Stored data:
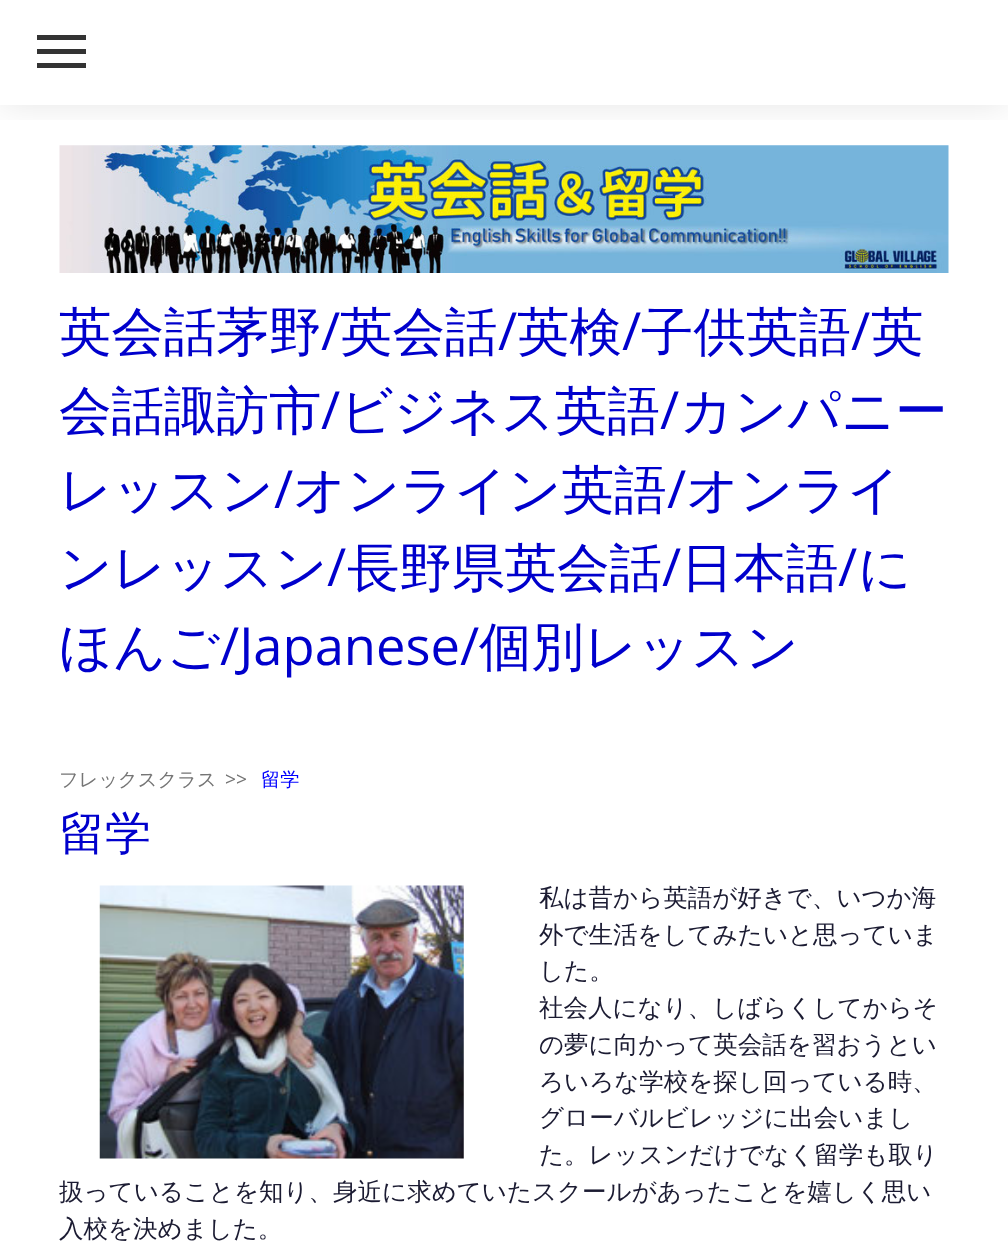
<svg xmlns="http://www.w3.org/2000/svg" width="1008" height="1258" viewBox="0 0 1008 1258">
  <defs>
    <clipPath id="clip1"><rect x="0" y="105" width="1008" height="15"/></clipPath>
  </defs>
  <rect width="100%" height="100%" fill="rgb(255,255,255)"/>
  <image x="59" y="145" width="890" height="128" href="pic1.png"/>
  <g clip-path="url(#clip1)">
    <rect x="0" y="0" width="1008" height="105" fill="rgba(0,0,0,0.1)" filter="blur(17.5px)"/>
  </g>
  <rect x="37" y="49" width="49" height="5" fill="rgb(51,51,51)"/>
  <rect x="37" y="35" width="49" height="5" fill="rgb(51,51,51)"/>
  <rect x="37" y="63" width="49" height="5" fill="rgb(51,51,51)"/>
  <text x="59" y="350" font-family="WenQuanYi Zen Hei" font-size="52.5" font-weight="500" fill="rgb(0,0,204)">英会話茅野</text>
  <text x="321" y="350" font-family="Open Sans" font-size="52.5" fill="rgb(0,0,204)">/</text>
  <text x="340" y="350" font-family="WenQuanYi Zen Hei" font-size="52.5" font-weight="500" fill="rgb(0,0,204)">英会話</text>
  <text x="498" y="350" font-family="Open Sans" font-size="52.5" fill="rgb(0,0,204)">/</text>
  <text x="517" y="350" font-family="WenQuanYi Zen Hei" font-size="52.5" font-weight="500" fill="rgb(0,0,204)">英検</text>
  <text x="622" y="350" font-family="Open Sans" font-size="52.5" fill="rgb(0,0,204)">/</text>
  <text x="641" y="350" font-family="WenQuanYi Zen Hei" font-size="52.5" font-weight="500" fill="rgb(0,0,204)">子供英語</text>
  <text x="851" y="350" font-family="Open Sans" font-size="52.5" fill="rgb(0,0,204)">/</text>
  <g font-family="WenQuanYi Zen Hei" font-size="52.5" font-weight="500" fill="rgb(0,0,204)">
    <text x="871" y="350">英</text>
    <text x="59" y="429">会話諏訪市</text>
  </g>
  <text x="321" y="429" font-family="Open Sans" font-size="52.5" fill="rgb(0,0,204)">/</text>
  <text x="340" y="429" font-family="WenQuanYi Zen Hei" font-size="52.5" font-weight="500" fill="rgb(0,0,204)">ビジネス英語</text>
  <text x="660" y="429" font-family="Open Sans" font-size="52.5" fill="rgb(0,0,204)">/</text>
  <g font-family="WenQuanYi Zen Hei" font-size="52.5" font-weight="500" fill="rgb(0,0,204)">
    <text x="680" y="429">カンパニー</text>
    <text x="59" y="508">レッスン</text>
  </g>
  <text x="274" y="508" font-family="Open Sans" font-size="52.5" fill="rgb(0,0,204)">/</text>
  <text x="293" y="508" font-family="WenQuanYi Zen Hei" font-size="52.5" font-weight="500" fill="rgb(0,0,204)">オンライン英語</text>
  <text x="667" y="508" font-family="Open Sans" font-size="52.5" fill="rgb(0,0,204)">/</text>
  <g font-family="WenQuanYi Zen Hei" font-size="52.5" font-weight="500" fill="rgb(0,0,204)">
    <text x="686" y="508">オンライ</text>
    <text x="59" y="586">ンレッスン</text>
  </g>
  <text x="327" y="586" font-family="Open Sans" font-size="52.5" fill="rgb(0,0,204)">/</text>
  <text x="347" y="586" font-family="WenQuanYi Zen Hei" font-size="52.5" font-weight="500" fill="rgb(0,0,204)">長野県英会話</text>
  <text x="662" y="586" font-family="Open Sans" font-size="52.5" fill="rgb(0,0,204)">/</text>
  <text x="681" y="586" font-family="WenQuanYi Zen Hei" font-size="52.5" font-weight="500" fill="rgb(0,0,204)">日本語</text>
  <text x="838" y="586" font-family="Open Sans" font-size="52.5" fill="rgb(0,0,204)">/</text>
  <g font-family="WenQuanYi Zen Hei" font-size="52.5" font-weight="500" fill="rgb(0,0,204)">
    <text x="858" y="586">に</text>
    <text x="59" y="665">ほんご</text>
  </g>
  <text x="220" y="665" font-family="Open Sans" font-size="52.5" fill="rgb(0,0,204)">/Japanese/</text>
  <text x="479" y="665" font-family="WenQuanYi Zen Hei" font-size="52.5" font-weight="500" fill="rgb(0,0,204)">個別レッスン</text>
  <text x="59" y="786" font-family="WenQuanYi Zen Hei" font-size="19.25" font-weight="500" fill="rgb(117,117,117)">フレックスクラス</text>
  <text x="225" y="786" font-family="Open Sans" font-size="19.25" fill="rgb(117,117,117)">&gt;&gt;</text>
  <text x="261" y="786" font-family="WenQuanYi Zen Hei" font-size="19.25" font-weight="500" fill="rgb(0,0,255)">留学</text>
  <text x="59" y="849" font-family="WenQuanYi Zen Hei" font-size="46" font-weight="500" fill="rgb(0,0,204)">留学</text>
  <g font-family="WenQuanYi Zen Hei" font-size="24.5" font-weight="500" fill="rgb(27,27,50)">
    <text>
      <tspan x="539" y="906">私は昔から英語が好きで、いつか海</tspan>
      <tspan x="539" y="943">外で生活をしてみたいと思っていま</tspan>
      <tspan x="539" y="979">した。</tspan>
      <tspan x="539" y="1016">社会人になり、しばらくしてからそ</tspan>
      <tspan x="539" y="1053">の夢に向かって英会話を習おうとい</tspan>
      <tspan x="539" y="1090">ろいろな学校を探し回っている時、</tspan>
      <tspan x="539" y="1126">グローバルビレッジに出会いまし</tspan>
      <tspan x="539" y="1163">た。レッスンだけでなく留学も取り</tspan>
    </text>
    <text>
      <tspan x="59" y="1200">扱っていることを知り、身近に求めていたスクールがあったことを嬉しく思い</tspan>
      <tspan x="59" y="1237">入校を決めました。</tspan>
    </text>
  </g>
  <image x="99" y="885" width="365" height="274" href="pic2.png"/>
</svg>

- _The problem_
Whichever lines of the records above hold the word "rect" should all be copied out.

- _Task response_
    <clipPath id="clip1"><rect x="0" y="105" width="1008" height="15"/></clipPath>
  <rect width="100%" height="100%" fill="rgb(255,255,255)"/>
    <rect x="0" y="0" width="1008" height="105" fill="rgba(0,0,0,0.1)" filter="blur(17.5px)"/>
  <rect x="37" y="49" width="49" height="5" fill="rgb(51,51,51)"/>
  <rect x="37" y="35" width="49" height="5" fill="rgb(51,51,51)"/>
  <rect x="37" y="63" width="49" height="5" fill="rgb(51,51,51)"/>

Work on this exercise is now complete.